The University of Pittsburgh basketball and football programs will face some penalties after committing coaching violations in the eyes of the NCAA.
The NCAA’s penalties revolve around the basketball and football programs “exceeding the number of permissible coaches.” The basketball penalties reference former basketball coach Kevin Stallings and current Pitt football coach Pat Narduzzi.
The penalties include probation and fines.
You can read the full release from the NCAA here detailing each program’s violations and the penalties to follow:
“The University of Pittsburgh men’s basketball and football programs committed coaching violations, according to an agreement released by the Division I Committee on Infractions.
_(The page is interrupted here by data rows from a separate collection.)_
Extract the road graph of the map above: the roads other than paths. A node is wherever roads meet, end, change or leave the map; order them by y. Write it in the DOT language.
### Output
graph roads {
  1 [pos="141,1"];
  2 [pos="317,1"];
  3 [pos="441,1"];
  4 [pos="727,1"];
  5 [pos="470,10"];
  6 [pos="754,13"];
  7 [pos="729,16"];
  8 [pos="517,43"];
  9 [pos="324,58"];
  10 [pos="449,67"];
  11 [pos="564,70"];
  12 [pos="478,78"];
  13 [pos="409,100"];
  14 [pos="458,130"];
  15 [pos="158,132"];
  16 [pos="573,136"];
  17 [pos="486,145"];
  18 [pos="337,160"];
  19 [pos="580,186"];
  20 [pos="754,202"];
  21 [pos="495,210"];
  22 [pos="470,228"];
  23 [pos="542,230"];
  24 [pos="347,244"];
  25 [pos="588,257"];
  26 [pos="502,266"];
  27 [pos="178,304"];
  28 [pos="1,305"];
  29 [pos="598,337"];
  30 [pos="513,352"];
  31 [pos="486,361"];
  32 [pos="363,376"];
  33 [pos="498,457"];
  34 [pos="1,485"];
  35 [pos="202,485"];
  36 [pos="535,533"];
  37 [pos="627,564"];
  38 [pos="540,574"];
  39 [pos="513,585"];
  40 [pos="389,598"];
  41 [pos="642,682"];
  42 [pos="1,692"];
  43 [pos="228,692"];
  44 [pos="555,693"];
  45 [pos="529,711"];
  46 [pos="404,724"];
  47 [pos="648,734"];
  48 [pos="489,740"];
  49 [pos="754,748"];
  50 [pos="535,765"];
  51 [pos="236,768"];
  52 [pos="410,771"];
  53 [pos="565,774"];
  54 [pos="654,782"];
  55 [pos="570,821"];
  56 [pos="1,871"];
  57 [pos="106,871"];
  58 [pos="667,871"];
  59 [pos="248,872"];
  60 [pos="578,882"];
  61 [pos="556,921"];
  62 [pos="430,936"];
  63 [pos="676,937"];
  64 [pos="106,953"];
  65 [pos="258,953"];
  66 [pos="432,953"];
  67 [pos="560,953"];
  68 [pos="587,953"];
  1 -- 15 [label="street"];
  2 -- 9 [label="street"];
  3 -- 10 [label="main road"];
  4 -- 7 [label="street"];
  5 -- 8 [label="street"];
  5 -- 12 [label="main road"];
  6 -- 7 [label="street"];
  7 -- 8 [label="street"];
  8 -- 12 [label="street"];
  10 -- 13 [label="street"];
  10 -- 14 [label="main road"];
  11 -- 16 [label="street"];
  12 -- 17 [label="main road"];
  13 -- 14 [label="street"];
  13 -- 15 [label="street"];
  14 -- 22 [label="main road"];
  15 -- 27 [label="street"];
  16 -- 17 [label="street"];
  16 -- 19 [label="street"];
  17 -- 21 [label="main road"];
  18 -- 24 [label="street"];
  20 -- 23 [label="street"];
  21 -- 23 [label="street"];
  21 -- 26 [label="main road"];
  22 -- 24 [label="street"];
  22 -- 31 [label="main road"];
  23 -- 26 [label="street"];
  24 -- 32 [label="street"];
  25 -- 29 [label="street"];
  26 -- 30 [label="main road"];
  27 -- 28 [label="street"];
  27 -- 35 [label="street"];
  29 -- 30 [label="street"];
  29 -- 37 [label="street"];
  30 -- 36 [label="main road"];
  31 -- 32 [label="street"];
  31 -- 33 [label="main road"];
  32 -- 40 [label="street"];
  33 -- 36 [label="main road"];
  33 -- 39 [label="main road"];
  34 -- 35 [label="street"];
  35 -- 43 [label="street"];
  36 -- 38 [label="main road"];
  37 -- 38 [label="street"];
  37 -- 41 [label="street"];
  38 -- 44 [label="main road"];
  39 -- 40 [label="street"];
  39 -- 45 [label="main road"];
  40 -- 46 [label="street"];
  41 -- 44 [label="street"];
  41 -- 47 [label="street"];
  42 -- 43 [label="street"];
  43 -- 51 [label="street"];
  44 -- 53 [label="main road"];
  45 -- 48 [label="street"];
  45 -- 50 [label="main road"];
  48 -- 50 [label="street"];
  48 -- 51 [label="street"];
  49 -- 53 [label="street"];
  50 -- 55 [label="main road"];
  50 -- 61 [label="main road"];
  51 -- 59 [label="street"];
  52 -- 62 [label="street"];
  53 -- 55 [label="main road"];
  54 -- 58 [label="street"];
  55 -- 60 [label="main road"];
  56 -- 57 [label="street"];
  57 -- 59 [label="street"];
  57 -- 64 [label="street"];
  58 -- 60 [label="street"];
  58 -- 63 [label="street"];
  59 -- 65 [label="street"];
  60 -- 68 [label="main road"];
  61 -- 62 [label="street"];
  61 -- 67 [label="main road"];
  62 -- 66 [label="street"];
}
The university and NCAA enforcement staff agreed the former head men’s basketball coach instructed and allowed three noncoaching staff members to perform coaching duties, resulting in the program exceeding the number of permissible coaches. The agreement said the former men’s basketball coach developed an alert system to ensure noncoaching staff would not be caught on the practice floor coaching student-athletes. The former head coach also ordered the deletion of practice video in an apparent attempt to prevent the administration from confirming violations had occurred.
The former men’s basketball coach did not promote an atmosphere for compliance, according to the agreement. The former men’s basketball coach was involved directly in the violations, and he did not end the violations after being warned by athletics department administrators.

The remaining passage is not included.